In the data, find each line where the word "item" appears and list that line.

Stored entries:
= = = = = = =

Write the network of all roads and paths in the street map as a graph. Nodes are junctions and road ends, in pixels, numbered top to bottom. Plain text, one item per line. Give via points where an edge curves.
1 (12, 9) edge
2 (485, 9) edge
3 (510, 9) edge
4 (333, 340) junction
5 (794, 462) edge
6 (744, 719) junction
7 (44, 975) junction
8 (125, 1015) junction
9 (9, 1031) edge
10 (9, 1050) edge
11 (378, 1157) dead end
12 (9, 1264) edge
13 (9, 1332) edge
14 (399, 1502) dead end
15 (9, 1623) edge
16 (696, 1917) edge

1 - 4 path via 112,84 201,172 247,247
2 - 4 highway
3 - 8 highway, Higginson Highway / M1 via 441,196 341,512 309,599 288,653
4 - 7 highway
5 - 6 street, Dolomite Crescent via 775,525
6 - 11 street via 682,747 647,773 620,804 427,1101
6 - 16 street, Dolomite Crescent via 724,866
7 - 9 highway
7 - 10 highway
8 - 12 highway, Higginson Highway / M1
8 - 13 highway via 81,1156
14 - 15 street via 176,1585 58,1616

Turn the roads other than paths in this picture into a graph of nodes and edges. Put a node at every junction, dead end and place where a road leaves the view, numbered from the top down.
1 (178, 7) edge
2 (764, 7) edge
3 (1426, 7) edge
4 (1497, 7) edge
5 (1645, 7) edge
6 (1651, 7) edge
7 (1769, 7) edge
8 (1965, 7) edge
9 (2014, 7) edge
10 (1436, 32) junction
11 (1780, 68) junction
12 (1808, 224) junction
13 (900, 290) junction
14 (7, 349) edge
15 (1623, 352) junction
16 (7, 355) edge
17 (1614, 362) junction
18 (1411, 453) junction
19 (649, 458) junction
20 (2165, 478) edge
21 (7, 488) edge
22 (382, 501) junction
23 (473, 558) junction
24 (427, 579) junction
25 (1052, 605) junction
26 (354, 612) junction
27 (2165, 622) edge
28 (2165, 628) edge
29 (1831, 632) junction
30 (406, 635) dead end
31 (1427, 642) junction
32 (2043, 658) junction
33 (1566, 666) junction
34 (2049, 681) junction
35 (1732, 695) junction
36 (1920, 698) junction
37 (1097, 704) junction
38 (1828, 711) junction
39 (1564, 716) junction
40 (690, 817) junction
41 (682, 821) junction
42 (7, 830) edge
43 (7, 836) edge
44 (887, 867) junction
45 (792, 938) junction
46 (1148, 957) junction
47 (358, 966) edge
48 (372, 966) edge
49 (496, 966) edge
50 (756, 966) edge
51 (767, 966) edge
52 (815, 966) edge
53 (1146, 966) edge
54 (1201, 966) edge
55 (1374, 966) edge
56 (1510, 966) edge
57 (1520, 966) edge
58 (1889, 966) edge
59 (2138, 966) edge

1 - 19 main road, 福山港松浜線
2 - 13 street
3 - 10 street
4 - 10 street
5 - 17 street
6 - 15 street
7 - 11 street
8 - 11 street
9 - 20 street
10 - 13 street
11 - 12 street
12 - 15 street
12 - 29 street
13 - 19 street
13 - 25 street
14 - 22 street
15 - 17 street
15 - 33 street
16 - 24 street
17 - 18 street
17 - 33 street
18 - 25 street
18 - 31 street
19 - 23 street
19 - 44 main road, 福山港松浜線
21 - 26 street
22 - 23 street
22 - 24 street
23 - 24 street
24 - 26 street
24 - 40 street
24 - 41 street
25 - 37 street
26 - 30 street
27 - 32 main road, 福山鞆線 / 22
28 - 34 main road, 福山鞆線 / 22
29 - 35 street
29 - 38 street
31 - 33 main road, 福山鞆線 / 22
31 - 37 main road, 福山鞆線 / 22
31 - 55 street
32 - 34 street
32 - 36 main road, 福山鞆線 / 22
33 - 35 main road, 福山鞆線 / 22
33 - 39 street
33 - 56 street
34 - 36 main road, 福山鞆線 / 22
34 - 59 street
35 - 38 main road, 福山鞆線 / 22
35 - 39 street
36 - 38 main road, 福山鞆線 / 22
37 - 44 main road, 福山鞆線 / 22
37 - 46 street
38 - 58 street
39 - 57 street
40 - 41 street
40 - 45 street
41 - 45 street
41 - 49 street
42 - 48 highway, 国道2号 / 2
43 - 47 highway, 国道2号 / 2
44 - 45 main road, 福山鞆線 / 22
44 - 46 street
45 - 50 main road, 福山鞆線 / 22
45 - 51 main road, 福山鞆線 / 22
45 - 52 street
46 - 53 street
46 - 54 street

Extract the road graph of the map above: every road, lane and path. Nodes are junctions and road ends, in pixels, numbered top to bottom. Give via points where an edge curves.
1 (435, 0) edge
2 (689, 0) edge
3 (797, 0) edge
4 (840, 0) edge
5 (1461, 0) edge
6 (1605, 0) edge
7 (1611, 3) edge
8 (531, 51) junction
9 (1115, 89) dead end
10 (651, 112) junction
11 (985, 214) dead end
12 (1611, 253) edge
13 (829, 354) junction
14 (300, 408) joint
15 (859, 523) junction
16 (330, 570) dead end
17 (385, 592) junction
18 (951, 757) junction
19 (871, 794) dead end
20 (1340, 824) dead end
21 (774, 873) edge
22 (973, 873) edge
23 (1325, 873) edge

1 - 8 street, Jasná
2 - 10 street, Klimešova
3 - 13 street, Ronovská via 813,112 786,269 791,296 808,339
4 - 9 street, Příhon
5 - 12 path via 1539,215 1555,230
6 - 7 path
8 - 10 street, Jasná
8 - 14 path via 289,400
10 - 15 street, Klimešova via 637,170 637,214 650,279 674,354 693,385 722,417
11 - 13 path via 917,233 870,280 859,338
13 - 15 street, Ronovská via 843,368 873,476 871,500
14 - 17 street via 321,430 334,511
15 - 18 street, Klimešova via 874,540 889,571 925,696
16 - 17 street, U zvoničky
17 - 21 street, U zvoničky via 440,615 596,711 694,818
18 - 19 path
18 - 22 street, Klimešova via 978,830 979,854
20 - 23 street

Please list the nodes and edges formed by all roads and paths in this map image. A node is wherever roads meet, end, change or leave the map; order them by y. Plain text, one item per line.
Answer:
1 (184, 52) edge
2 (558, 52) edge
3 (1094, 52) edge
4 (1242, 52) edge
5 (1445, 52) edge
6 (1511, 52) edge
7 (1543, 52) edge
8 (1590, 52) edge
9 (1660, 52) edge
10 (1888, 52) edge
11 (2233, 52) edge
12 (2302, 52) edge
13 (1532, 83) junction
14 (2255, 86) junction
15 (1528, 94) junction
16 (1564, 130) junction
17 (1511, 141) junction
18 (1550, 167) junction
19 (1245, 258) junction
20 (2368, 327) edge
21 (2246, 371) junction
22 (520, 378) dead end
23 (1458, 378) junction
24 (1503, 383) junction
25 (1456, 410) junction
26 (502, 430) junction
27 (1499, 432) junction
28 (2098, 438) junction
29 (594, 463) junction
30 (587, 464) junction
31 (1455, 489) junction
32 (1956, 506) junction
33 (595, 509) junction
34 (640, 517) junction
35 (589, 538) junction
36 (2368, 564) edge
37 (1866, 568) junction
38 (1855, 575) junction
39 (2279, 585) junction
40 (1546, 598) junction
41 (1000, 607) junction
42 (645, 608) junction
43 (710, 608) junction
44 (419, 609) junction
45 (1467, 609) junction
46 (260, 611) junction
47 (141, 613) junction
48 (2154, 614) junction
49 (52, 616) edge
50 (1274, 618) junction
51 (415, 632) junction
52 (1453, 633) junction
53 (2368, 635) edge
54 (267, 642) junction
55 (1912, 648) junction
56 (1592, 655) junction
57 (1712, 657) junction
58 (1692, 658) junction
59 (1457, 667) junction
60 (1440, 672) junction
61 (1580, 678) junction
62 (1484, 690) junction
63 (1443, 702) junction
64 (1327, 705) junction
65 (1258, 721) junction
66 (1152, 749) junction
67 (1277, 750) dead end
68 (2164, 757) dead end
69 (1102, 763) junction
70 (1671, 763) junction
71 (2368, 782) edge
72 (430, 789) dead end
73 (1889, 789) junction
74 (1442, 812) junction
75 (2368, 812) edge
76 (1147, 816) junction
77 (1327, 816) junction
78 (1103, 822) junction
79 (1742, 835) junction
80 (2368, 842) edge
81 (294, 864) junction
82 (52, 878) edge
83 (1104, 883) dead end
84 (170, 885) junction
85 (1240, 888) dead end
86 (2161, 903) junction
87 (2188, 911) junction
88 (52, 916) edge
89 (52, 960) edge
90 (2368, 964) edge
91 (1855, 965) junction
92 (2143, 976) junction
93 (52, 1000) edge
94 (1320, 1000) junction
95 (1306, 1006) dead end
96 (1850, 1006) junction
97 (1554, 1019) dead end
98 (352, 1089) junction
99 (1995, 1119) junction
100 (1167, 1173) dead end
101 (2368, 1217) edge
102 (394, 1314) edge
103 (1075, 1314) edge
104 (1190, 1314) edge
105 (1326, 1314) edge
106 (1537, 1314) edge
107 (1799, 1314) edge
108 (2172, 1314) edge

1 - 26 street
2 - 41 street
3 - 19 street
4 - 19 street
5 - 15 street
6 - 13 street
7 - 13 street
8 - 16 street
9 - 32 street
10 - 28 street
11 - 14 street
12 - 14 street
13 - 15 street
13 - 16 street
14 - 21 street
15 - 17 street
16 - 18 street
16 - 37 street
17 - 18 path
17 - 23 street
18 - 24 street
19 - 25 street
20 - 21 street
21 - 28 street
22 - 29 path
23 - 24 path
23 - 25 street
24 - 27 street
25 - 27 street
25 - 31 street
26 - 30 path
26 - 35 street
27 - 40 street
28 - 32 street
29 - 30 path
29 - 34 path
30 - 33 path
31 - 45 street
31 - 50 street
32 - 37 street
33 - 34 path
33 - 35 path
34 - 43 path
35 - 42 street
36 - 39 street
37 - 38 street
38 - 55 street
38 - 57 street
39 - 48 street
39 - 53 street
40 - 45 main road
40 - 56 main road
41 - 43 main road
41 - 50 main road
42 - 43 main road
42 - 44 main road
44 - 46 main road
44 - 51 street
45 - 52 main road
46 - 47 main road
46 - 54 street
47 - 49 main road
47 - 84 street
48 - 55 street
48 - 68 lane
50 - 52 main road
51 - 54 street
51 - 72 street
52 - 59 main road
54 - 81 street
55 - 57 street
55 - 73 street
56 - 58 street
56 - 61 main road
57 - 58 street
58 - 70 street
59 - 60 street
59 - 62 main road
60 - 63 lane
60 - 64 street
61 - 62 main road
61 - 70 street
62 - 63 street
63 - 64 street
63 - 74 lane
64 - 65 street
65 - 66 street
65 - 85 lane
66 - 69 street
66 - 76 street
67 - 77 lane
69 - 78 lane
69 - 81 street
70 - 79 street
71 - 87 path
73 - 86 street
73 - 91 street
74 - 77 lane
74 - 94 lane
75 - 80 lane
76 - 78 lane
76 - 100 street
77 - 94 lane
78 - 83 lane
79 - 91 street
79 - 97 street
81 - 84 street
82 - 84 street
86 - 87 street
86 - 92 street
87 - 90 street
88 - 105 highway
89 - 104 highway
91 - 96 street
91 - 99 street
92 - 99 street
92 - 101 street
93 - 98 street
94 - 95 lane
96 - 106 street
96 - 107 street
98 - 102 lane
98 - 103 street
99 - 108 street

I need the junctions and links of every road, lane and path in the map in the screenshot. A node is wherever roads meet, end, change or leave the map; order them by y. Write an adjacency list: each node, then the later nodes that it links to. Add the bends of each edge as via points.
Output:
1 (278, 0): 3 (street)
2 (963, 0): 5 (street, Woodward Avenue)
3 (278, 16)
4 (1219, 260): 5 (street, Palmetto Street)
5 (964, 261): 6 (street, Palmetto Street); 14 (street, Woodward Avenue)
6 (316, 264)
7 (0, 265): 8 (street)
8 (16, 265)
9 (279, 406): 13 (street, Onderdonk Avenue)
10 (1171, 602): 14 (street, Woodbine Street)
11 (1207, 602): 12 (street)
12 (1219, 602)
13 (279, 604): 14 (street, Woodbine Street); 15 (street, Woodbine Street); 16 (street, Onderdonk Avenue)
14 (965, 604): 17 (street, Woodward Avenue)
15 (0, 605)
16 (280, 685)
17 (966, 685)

= = = = = = =

EXERCISE RESULT:
Write the network of all roads and paths in the street map as a graph. Nodes are junctions and road ends, in pixels, numbered top to bottom. Plain text, one item per line. Give via points where an edge curves.
Please list the nodes and edges formed by all roads and paths in this map image. A node is wherever roads meet, end, change or leave the map; order them by y. Plain text, one item per line.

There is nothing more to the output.